• Le mauvais coup d'Erdogan

    ÉDITORIAL de Jean-Paul Piérot, l’Huma du 03/11/2015

    L'espoir qu'avaient fait naître chez les démocrates de Turquie les élections législatives de juin est aujourd'hui terni.

    Kurdes Turquie

    Puisque le peuple n'avait pas voté comme le souhaitait le gouvernement, il était invité, dimanche, à corriger le tir, au plus grand mépris de la démocratie. Recep Tayyip Erdogan, le chef de l'État, leader de l'AKP, parti islamiste et conservateur au pouvoir depuis 2002, se débarrasse encore un peu plus de l'héritage de Mustafa Kemal, le fondateur de la République en 1923, et s'inscrit dans la lignée des sultans de l'Empire ottoman, de l'ancien régime et son cortège de faste, d'arbitraire et de violence.

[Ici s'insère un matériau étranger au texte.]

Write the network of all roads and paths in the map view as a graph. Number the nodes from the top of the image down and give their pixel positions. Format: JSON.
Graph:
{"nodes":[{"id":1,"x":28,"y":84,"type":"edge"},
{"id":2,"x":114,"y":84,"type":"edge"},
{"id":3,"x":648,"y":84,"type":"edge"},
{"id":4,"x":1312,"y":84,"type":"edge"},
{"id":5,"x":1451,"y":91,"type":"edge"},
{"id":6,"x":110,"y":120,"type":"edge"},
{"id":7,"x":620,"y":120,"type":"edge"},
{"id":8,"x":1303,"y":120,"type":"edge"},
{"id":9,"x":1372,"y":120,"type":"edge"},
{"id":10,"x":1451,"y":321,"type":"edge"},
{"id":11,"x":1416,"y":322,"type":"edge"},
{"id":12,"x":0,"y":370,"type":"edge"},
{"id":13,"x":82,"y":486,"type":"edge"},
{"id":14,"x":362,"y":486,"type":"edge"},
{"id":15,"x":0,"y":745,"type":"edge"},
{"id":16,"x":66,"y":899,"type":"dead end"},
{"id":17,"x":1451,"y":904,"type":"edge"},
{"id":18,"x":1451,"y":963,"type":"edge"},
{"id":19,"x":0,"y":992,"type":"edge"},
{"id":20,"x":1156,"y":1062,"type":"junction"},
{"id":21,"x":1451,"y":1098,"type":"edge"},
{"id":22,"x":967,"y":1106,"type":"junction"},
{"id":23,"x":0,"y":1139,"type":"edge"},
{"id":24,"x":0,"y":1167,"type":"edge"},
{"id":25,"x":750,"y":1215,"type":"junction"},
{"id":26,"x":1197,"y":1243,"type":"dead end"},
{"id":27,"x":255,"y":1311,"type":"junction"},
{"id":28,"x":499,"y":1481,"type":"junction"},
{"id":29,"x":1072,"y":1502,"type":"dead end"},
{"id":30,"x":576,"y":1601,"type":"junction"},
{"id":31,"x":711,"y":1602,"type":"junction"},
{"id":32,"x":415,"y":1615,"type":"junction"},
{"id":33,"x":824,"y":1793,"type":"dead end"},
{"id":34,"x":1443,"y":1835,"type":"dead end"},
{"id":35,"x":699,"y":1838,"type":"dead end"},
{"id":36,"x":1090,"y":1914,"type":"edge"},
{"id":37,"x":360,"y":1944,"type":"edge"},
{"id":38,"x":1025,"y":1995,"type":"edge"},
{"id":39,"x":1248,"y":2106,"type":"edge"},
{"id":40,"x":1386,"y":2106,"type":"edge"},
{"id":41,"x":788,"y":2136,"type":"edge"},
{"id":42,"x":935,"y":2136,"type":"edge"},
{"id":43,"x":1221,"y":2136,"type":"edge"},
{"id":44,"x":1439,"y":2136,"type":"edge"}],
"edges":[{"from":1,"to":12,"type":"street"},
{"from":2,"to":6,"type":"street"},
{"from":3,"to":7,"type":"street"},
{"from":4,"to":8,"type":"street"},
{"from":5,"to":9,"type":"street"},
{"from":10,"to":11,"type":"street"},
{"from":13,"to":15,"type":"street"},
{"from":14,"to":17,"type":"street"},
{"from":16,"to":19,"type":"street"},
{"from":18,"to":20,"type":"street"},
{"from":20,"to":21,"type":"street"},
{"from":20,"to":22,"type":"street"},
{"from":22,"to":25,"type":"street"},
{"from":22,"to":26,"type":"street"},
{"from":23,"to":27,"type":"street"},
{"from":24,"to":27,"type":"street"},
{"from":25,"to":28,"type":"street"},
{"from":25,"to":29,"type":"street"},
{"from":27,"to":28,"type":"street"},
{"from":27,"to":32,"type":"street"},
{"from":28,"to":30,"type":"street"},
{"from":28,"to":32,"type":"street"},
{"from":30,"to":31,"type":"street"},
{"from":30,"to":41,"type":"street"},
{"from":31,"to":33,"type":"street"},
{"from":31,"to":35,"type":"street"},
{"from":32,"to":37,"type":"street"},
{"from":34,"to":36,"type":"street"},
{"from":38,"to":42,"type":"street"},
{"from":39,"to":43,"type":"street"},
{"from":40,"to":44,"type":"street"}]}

    Sur les rives du Bosphore, qui relie l'Europe et l'Asie, on se plaisait à rêver d'un pays où un écrivain comme Orhan Pamuk pourrait s'exprimer sur le génocide arménien sans encourir de peine de prison, où une élue comme Leyla Zana ne serait plus embastillée pour avoir parlé en kurde au Parlement. Les manifestants de la place Taksim faisaient d'Istanbul une capitale de la contestation de la jeunesse. Pour la première fois, un parti de gauche, le HDP, rassemblant des citoyens turcs et kurdes, faisait son entrée au Parlement et avec ses 13 % privait Erdogan des pleins pouvoirs qui lui auraient permis d'accélérer la présidentialisation dictatoriale du régime.

    Le gouvernement a préparé le nouveau round électoral dans un climat de terreur, déclenchant une nouvelle guerre contre le PKK, organisant une véritable chasse aux journalistes.

    La Turquie a connu son plus sanglant attentat, tuant une centaine de participants à une manifestation de l'opposition. Les observateurs de l'OSCE, du Conseil de l'Europe et du Parlement européen ont dénoncé hier « les interventions du pouvoir dans l'autonomie éditoriale des médias et les violences qui ont entravé les capacités des candidats à mener une campagne libre ».

    Mais si, dans l'immédiat, Erdogan a réussi son mauvais coup, il n'est sans doute pas parvenu à éteindre l'aspiration démocratique qui sourd dans la Turquie d'aujourd'hui.